_WHAT TO DO_: Beneath this instruction is a block of data; output from it exactly the lines that run from the one containing "thumb ip: (243, 148)" through the one containing "ring dip: (177, 159)", inclusive.

_Collected data entries_:
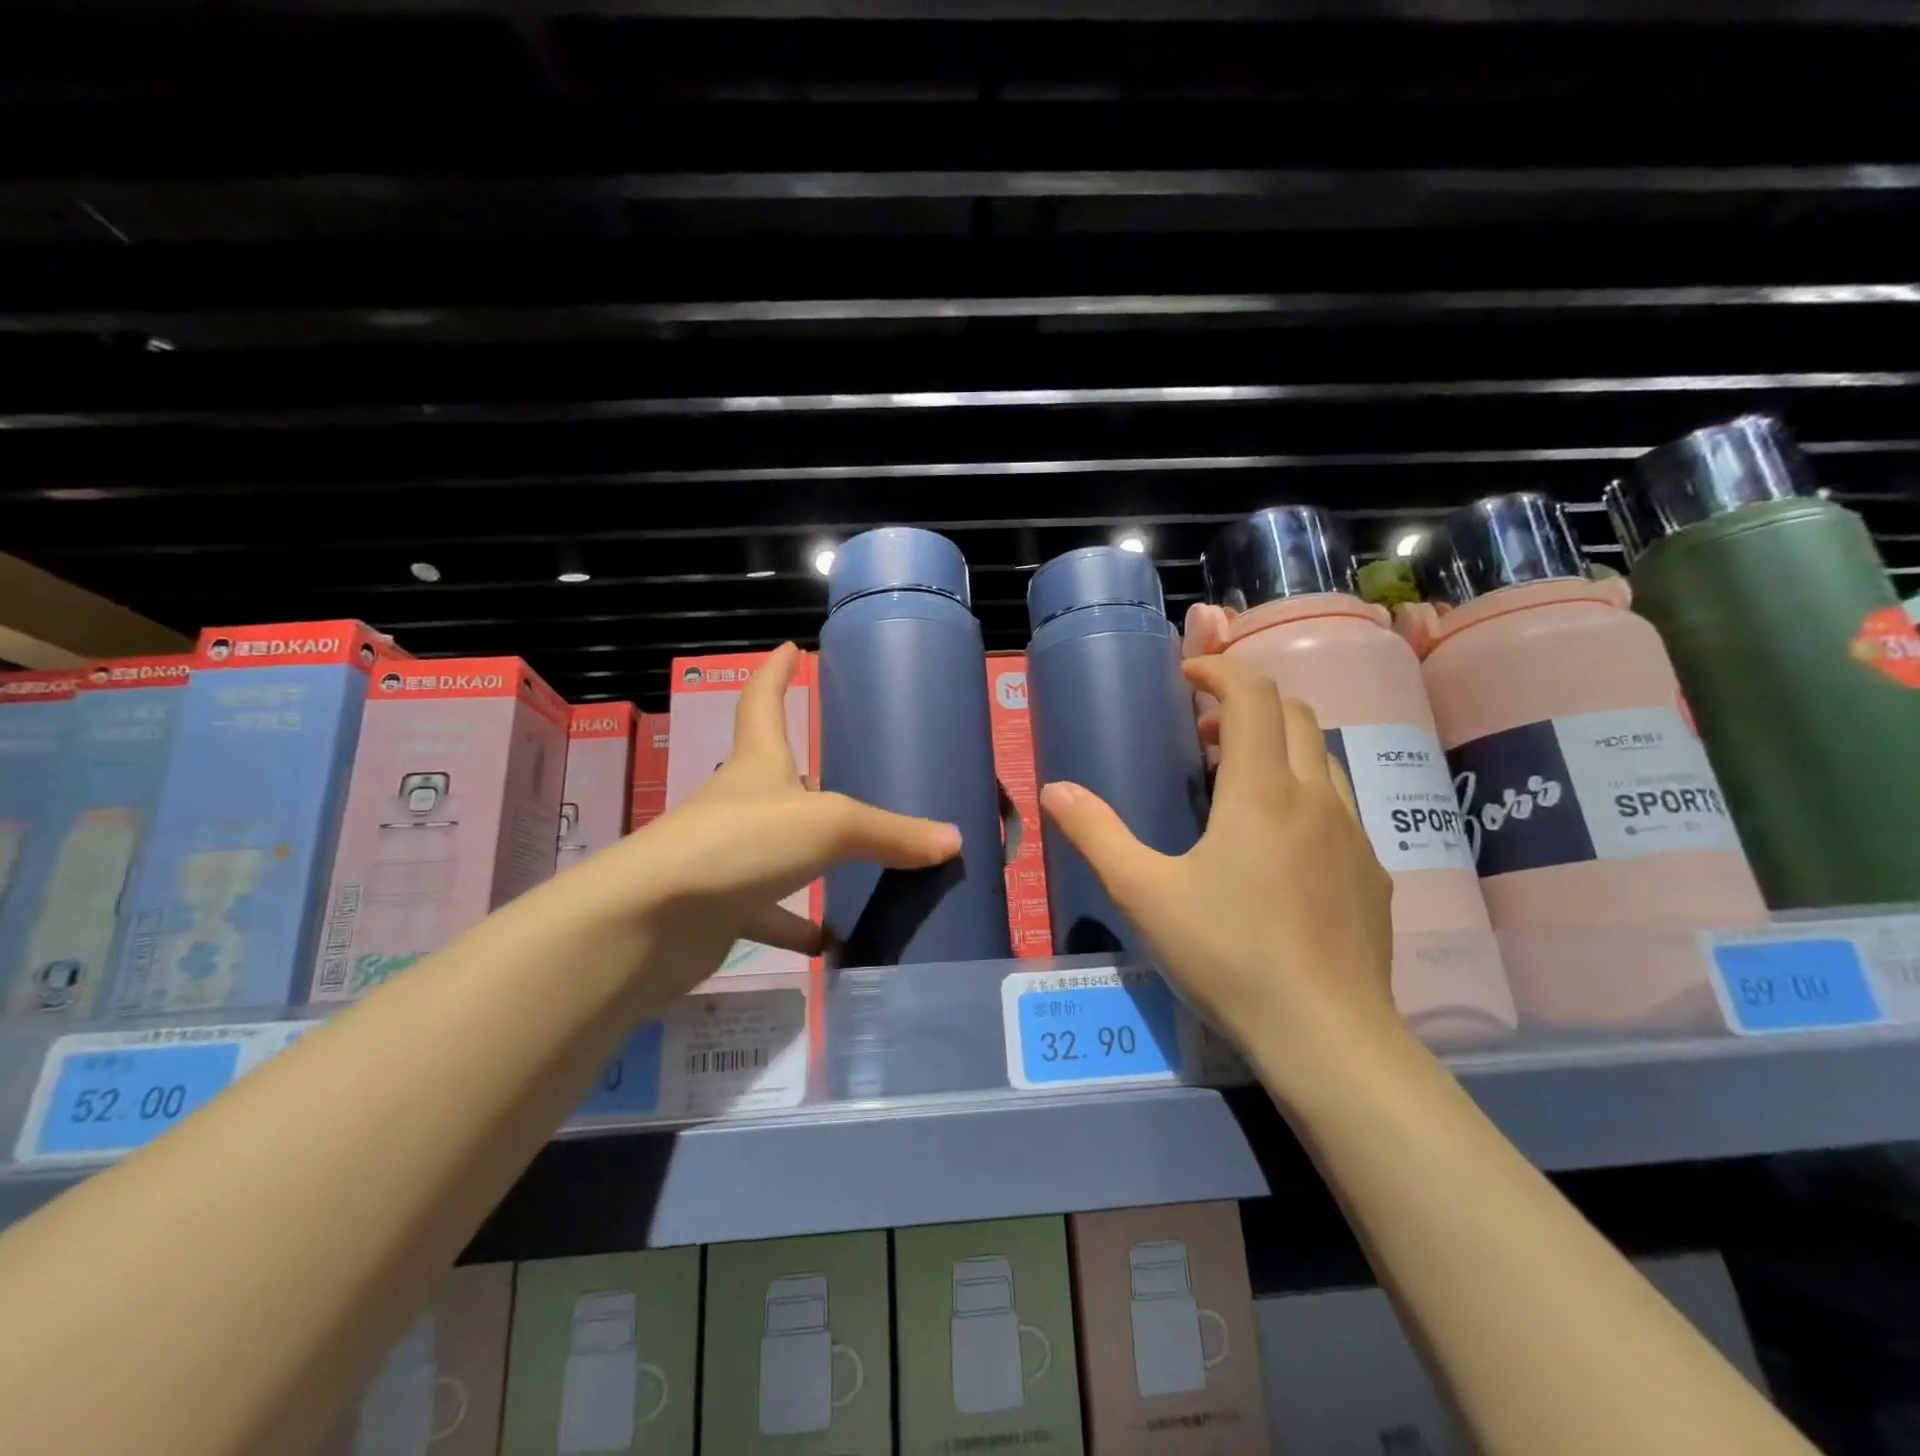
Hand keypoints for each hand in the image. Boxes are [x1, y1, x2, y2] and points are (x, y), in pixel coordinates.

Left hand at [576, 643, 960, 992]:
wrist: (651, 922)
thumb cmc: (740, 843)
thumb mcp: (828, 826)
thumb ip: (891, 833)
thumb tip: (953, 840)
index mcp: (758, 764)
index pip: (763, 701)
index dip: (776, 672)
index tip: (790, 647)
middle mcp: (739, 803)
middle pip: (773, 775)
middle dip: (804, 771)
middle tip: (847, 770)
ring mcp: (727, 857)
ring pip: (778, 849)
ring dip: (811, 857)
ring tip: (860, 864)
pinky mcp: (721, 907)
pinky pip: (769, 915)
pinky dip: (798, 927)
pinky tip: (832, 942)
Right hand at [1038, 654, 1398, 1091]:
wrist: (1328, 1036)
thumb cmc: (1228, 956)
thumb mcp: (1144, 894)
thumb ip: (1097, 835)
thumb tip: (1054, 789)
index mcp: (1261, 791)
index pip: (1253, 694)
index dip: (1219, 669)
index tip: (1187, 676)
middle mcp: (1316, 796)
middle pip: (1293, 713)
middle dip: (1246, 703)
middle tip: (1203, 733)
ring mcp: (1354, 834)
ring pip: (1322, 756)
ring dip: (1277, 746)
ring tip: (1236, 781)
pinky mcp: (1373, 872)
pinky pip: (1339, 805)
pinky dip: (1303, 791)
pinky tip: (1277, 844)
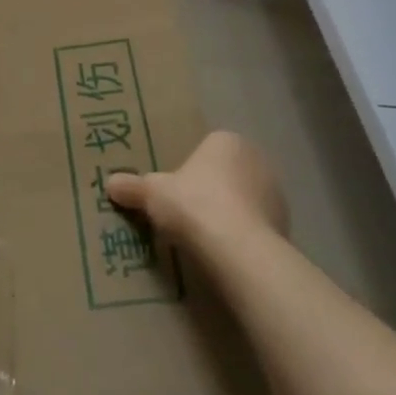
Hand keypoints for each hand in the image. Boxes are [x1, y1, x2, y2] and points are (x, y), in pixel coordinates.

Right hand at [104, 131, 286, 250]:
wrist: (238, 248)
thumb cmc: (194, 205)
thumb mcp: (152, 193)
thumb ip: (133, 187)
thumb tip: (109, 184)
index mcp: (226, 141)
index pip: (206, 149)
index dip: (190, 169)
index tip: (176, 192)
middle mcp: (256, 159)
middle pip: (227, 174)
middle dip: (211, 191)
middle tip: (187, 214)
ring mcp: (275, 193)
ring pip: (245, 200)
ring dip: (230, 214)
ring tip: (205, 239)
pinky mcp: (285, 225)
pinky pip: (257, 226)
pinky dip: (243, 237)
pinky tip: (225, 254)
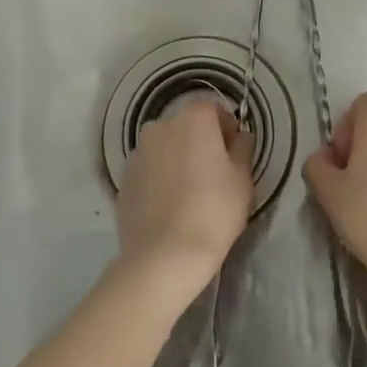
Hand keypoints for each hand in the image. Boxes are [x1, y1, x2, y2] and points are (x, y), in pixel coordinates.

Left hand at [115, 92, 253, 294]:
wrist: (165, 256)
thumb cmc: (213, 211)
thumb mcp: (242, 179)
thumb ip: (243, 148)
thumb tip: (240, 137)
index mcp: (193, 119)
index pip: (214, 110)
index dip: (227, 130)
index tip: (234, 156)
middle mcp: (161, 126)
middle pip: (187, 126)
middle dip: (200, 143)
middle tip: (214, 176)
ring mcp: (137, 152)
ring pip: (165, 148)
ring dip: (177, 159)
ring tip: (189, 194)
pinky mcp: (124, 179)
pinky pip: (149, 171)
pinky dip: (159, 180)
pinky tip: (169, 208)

_OUTPUT_:
thumb ip: (243, 148)
thumb tip: (240, 137)
index mcp: (193, 119)
index pip: (214, 110)
index dip: (227, 130)
index tip: (234, 156)
middle mcp: (161, 126)
middle pip: (187, 126)
middle dip: (200, 143)
middle tip: (214, 176)
ring mcp: (137, 152)
ring pip: (165, 148)
ring dip: (177, 159)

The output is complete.